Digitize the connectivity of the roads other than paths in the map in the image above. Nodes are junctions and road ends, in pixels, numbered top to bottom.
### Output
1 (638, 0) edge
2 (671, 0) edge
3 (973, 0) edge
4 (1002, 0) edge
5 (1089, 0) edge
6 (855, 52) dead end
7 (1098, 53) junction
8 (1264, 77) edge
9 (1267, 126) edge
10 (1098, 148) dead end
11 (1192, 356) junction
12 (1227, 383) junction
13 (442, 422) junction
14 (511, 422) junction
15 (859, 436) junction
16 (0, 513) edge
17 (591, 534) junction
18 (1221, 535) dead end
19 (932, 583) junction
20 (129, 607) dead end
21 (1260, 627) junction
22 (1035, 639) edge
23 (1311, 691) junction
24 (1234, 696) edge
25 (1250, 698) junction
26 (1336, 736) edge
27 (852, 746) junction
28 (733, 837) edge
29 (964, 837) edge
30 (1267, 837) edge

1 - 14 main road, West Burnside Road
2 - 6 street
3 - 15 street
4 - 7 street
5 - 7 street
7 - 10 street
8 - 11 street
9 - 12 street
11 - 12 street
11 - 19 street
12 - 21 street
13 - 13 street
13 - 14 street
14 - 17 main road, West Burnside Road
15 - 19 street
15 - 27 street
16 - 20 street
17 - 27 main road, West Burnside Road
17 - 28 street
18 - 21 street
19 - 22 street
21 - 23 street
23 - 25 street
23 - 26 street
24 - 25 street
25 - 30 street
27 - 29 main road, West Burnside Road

==========

§ **EXERCISE DESCRIPTION**:
Repeat each record word for word.

§ **WRITTEN ANSWER**:
Digitize the connectivity of the roads other than paths in the map in the image above. Nodes are junctions and road ends, in pixels, numbered top to bottom.
### Output
1 (638, 0) edge
2 (671, 0) edge
3 (973, 0) edge
4 (1002, 0) edge
5 (1089, 0) edge
6 (855, 52) dead end
7 (1098, 53) junction
8 (1264, 77) edge
9 (1267, 126) edge
10 (1098, 148) dead end
11 (1192, 356) junction
12 (1227, 383) junction
13 (442, 422) junction
14 (511, 422) junction
15 (859, 436) junction
16 (0, 513) edge
17 (591, 534) junction
18 (1221, 535) dead end
19 (932, 583) junction
20 (129, 607) dead end
21 (1260, 627) junction
22 (1035, 639) edge
23 (1311, 691) junction
24 (1234, 696) edge
25 (1250, 698) junction
26 (1336, 736) edge
27 (852, 746) junction
28 (733, 837) edge
29 (964, 837) edge
30 (1267, 837) edge

1 - 14 main road, West Burnside Road
2 - 6 street
3 - 15 street
4 - 7 street
5 - 7 street
7 - 10 street
8 - 11 street
9 - 12 street
11 - 12 street
11 - 19 street
12 - 21 street
13 - 13 street
13 - 14 street
14 - 17 main road, West Burnside Road
15 - 19 street
15 - 27 street
16 - 20 street
17 - 27 main road, West Burnside Road
17 - 28 street
18 - 21 street
19 - 22 street
21 - 23 street
23 - 25 street
23 - 26 street
24 - 25 street
25 - 30 street
27 - 29 main road, West Burnside Road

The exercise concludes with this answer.